Start of Available records

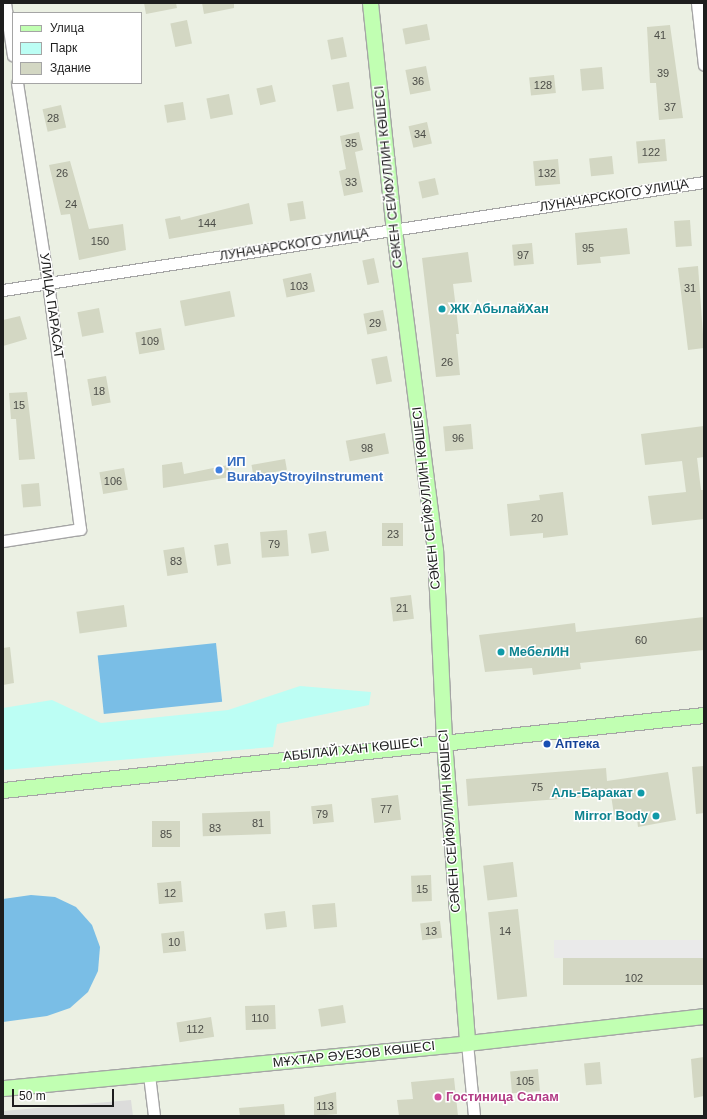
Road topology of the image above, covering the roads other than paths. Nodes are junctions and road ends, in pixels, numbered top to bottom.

End of Available records
Start of Available records

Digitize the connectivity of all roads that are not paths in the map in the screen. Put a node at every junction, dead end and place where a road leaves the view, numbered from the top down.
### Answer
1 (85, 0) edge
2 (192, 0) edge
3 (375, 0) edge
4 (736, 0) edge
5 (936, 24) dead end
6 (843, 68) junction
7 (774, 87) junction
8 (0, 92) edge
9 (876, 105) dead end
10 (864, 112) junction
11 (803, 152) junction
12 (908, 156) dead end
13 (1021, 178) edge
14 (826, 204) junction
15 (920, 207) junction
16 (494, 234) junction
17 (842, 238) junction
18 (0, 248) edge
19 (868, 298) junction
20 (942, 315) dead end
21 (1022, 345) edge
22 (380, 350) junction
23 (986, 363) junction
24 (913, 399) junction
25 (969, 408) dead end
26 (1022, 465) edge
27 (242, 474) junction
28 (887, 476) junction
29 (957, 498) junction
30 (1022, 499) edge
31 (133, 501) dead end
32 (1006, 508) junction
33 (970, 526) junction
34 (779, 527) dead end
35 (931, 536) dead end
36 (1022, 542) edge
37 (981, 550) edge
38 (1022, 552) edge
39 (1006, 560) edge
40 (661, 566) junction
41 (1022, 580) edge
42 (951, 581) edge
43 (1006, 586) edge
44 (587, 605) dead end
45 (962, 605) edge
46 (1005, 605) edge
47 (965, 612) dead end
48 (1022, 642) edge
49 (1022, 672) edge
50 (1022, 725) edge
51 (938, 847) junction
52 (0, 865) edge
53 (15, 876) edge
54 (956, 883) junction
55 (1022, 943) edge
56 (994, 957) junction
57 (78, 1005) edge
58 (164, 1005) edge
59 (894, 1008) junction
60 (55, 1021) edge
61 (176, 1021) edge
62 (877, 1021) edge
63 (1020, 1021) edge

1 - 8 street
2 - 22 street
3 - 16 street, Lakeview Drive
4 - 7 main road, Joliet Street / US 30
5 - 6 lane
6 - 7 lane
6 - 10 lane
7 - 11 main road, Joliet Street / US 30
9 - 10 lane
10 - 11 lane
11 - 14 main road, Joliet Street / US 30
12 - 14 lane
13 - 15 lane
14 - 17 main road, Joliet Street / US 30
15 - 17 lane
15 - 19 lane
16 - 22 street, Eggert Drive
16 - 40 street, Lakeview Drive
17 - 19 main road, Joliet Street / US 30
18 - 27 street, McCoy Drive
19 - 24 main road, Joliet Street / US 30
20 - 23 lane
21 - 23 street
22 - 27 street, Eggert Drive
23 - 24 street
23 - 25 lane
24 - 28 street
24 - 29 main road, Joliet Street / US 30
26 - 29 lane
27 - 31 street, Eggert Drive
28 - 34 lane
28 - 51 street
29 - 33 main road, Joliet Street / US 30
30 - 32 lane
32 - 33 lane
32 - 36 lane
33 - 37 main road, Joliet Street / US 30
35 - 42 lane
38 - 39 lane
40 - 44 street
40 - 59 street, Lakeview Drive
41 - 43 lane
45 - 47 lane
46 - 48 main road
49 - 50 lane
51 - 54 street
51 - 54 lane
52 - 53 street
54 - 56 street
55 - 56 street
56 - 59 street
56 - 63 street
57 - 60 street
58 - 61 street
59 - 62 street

End of Available records

Directions: Copy every line of the records above that holds the word "numbered".

Solution to the exercise:
Road topology of the image above, covering the roads other than paths. Nodes are junctions and road ends, in pixels, numbered top to bottom.
Digitize the connectivity of all roads that are not paths in the map in the screen. Put a node at every junction, dead end and place where a road leaves the view, numbered from the top down.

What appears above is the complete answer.